Simultaneous inhibition of CXCR1/2, TGF-beta, and PD-L1 remodels the tumor and its microenvironment to drive antitumor immunity

Background Despite the success of immune checkpoint blockade therapy in the treatment of certain cancer types, only a small percentage of patients with solid malignancies achieve a durable response. Consequently, there is a need to develop novel approaches that could overcome mechanisms of tumor resistance to checkpoint inhibition. Emerging evidence has implicated the phenomenon of cancer plasticity or acquisition of mesenchymal features by epithelial tumor cells, as an immune resistance mechanism.

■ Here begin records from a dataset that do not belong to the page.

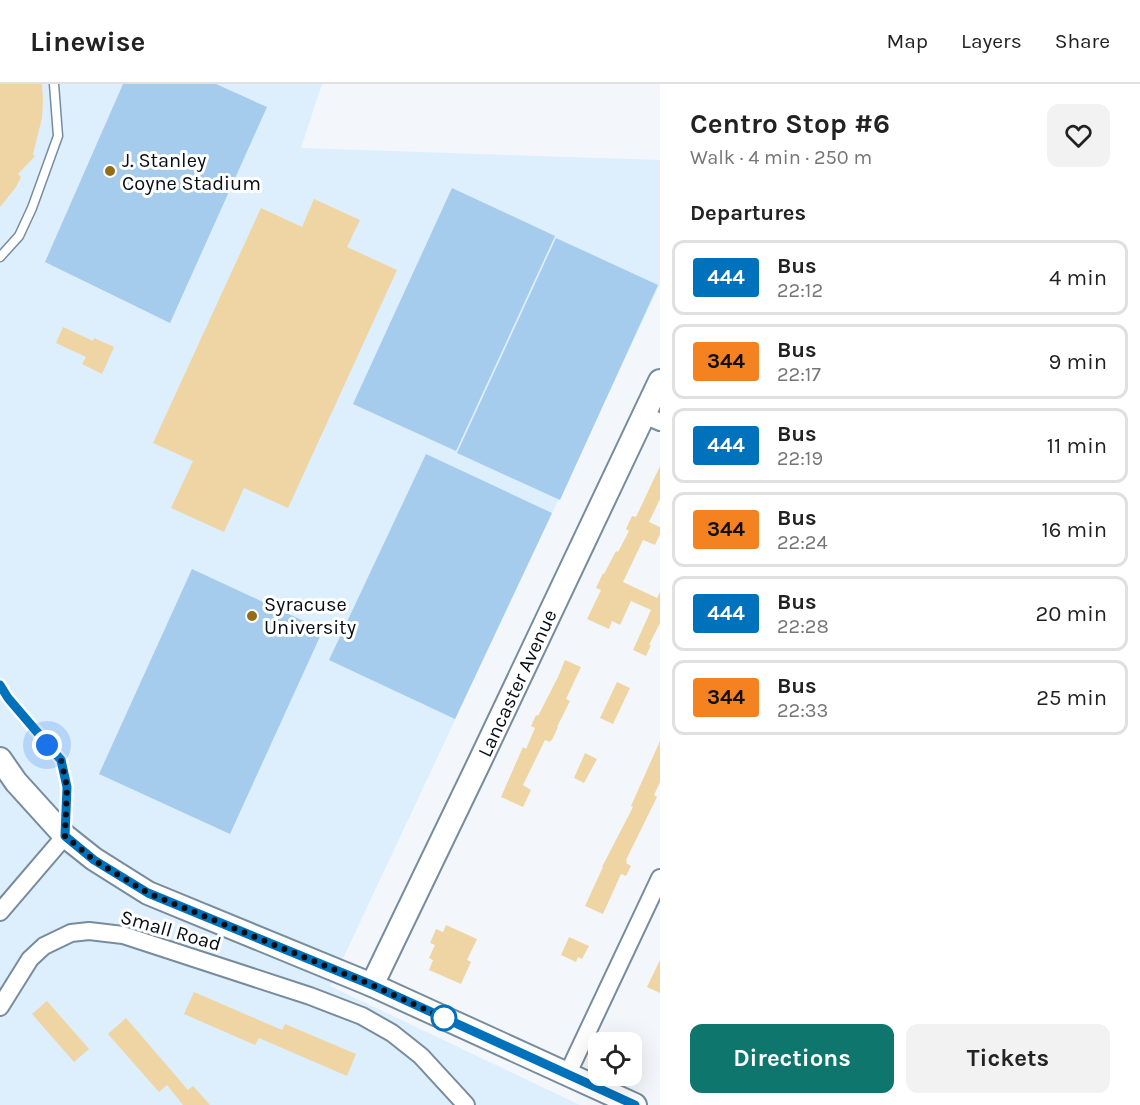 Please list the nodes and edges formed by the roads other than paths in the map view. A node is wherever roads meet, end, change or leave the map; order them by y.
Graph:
1 (54, 84) edge
2 (0, 257) edge
3 (659, 385) edge
4 (652, 418) edge
5 (0, 685) edge
6 (0, 759) edge
7 (65, 836) junction
8 (660, 878) edge
9 (0, 912) edge
10 (372, 985) junction
11 (0, 1007) edge
12 (568, 1074) junction
13 (466, 1105) edge
14 (635, 1105) edge

1 - 2 lane
3 - 4 street, Lancaster Avenue
4 - 10 street, Lancaster Avenue
5 - 7 lane
6 - 7 street
7 - 9 street
7 - 10 street
8 - 12 street
10 - 12 street
11 - 13 street, Small Road
12 - 14 street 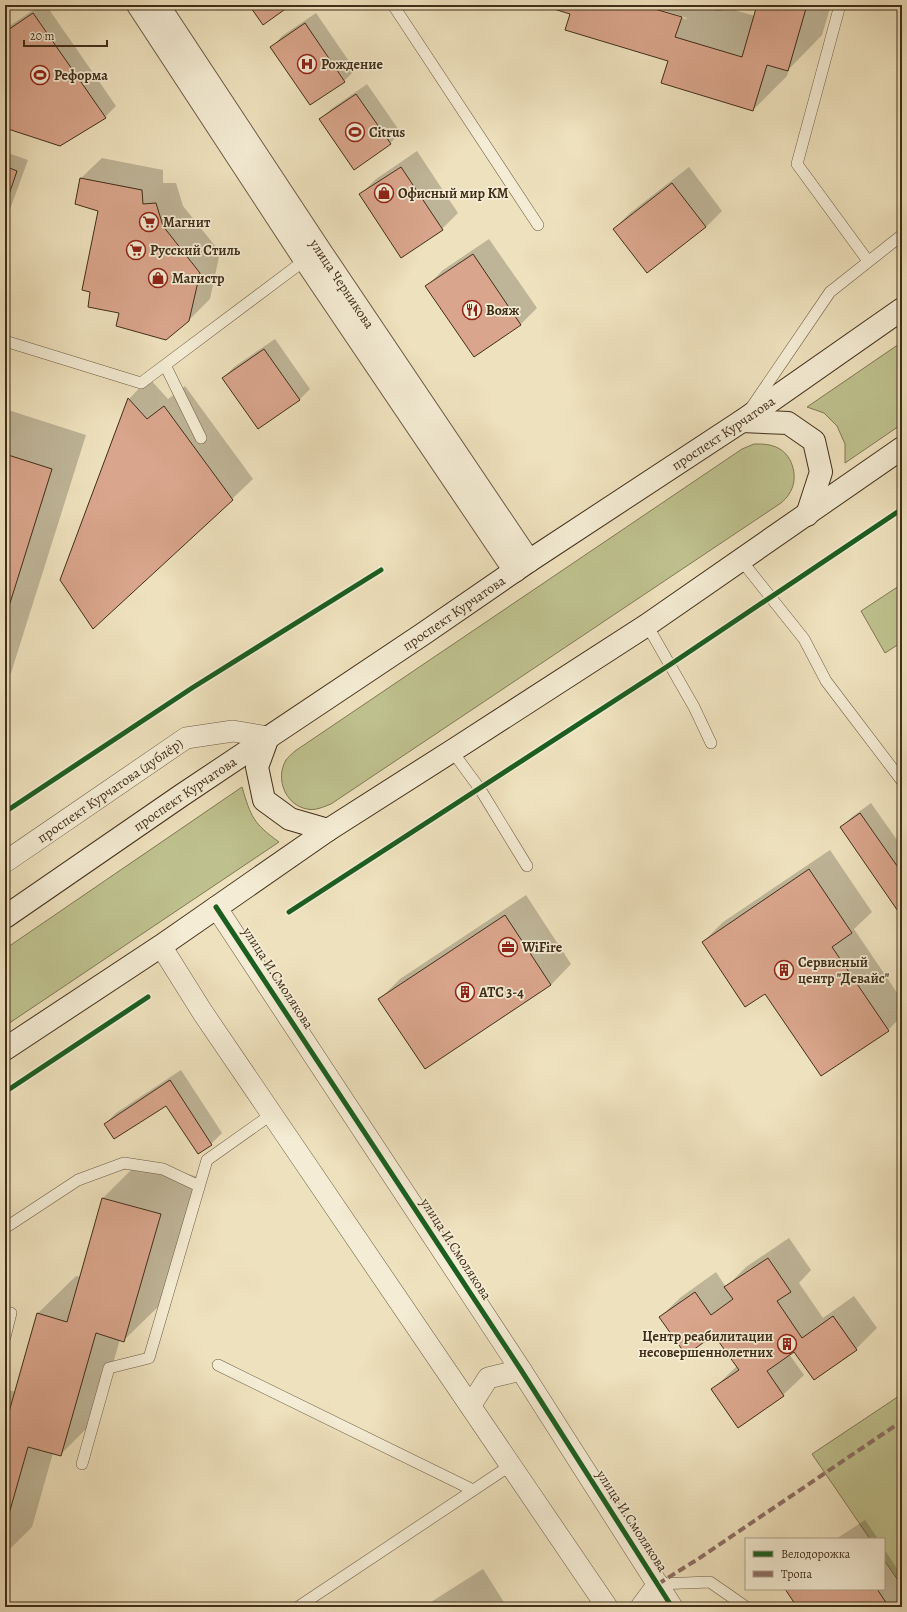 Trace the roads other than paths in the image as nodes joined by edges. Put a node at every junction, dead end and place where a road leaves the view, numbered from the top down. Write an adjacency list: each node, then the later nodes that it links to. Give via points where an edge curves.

Methods Two soluble factors that mediate tumor cell plasticity in the context of epithelial-mesenchymal transition are interleukin 8 (IL-8) and transforming growth factor beta (TGF-beta). In an attempt to overcome escape mechanisms mediated by these cytokines, here we investigated the use of a small molecule inhibitor of the IL-8 receptors CXCR1/2, and a bifunctional agent that simultaneously blocks programmed death ligand 1 (PD-L1) and traps soluble TGF-beta. Results We demonstrate that simultaneous inhibition of CXCR1/2, TGF-beta, and PD-L1 signaling synergizes to reduce mesenchymal tumor features in murine models of breast and lung cancer, and to markedly increase expression of tumor epithelial E-cadherin while reducing infiltration with suppressive granulocytic myeloid-derived suppressor cells, significantly enhancing T-cell infiltration and activation in tumors, and leading to improved antitumor activity. Conclusions This study highlights the potential benefit of combined blockade of CXCR1/2 and TGF-beta signaling for modulation of tumor plasticity and potential enhancement of tumor responses to PD-L1 blockade. The data provide rationale for the evaluation of this novel approach in the clinic.